Through the first half of the Southern League season, Eovaldi has posted a 2.84 ERA (2.47 FIP) in 63 1/3 innings pitched, while allowing only 50 hits. Pair this with a 72/23 K/BB ratio and it appears as if the evaluators buying into Eovaldi were right all along. Sometimes it just takes a pitcher a little longer to put it together. Especially when that pitcher is, and has always been, young for the level of competition. Eovaldi turned 21 in February.
- Excellent size; Eovaldi looked closer to 210 lbs. than his listed weight of 195
- Well-proportioned frame; Size through the quads and shoulders; Athletic pitcher’s frame
- Fluid delivery with good pacing; Generates easy velocity
- High 3/4 arm slot; Limits movement on his fastball
- 94-96 MPH 4-seam fastball
- 4-seamer lacked movement; Worked pitch in-and-out effectively
- Maintained velocity throughout the start; Still touching 95 MPH in the 5th
- 91-92 MPH 2-seam fastball; Some arm side run
- 84 MPH slider; Best breaking ball; Used as out pitch
- Pitch featured late cut; Depth improved throughout the course of the game
- 78 MPH curveball; Threw sparingly; One CB was thrown behind RHH to backstop; Below average offering
- 83-84 MPH Changeup; Threw sparingly; Slowed arm action
From a velocity standpoint, Eovaldi nearly matched Rubby De La Rosa pitch-for-pitch. As impressive as that statement is, Eovaldi’s fastball lacked the movement to make the offering elite. Add to this a plethora of breaking pitches in need of further refinement, and Eovaldi is on his way, but not ready for Los Angeles yet. As one of the youngest pitchers in the Southern League, he has plenty of time to improve and become more than a fastball/slider pitcher.

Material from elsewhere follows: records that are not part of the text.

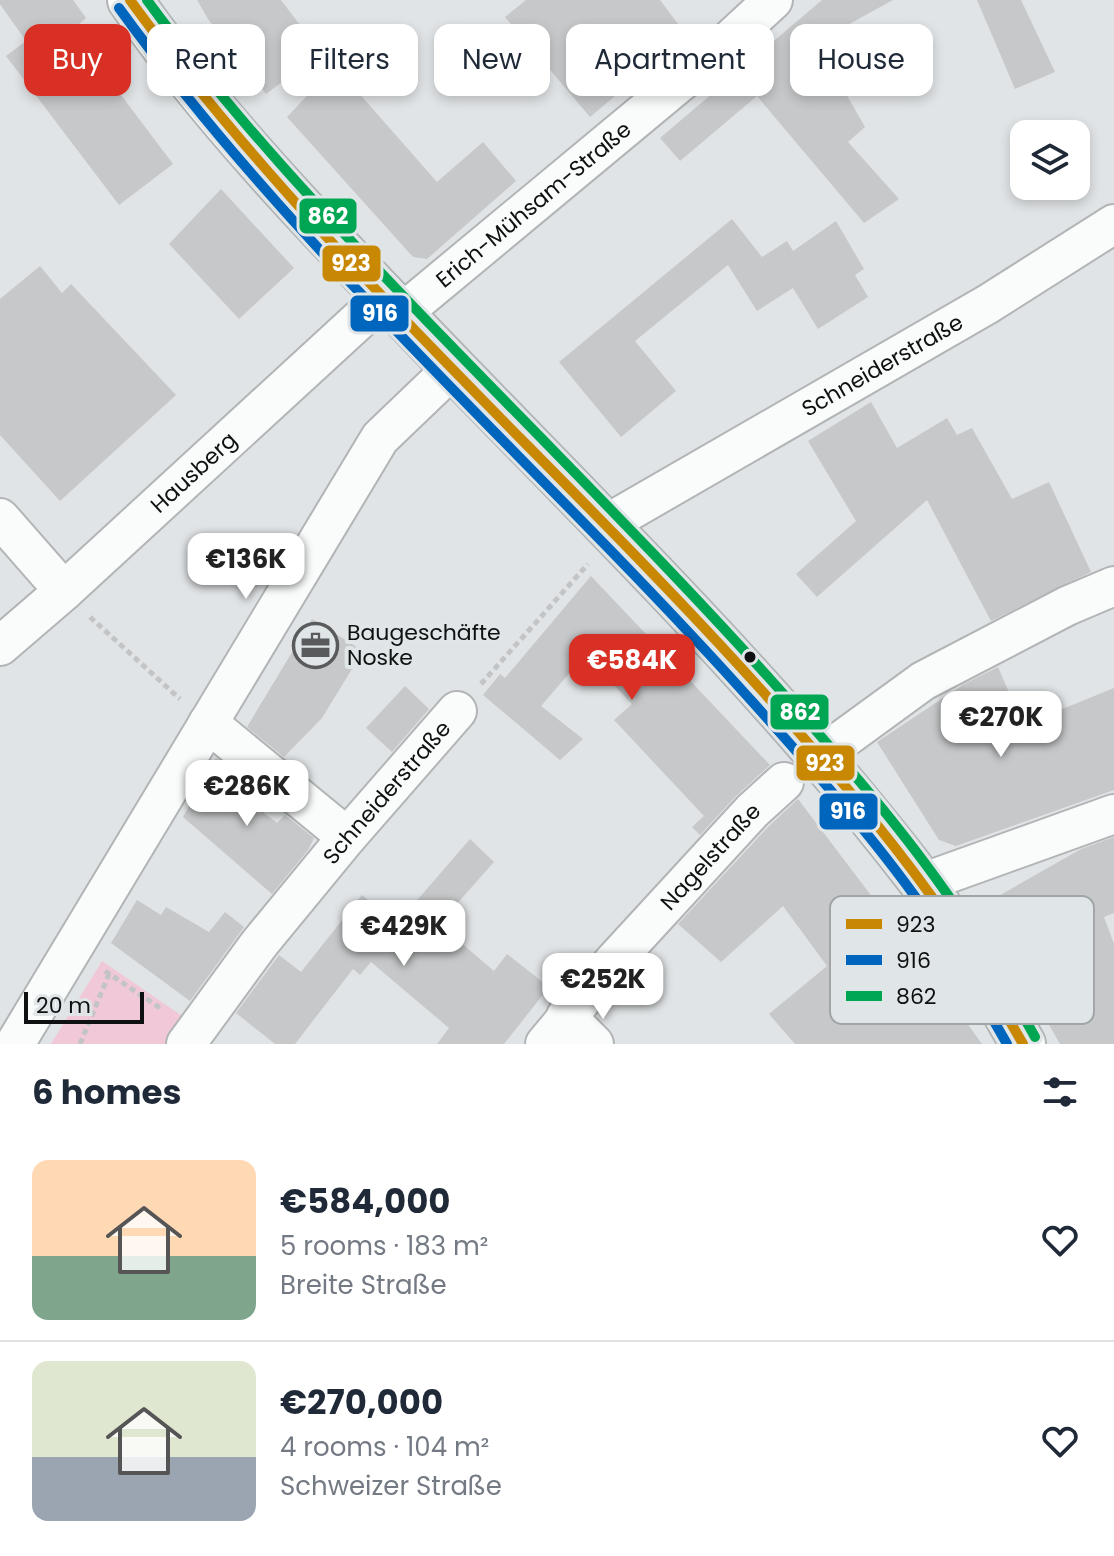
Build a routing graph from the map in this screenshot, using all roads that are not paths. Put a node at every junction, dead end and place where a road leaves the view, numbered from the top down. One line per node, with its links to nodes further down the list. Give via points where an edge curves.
1 (130, 0): 4 (main road, via 202,97)
2 (773, 0): 4 (street, Erich-Mühsam-Straße, via 719,50)
3 (1114, 224): 7 (street, Schneiderstraße)
4 (393, 306): 5 (main road); 9 (street, Hausberg)
5 (453, 368): 7 (main road); 12 (street, via 380,438)
6 (0, 518): 9 (street)
7 (594, 541): 13 (main road)
8 (1114, 586): 13 (street, via 923,681)
9 (64, 591): 10 (street, Hausberg)
10 (0, 646)
11 (457, 711): 16 (street, Schneiderstraße)
12 (208, 723): 16 (street); 22 (street)
13 (820, 756): 17 (main road)
14 (784, 782): 20 (street, Nagelstraße)
15 (1114, 814): 17 (street)
16 (347, 837): 21 (street, Schneiderstraße)
17 (922, 883): 18 (main road)
18 (930, 896)
19 (1010, 1024): 24 (main road)
20 (555, 1030): 23 (street)
21 (190, 1037)
22 (15, 1044)
23 (594, 1044)
24 (1023, 1044)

In terms of repertoire and peripherals, a good comp for Eovaldi is Ryan Dempster who has parlayed a fastball/slider heavy arsenal into a long and pretty successful big league career. I could argue Eovaldi’s ceiling is even a little higher based on velocity and present command, but Dempster has proven himself as a 200 inning workhorse where Eovaldi has yet to throw 100 innings in a season. To reach his ceiling, Eovaldi needs to prove durable enough to warrant a shot at the rotation. If that does not materialize, then Eovaldi is a late inning reliever with closer possibilities.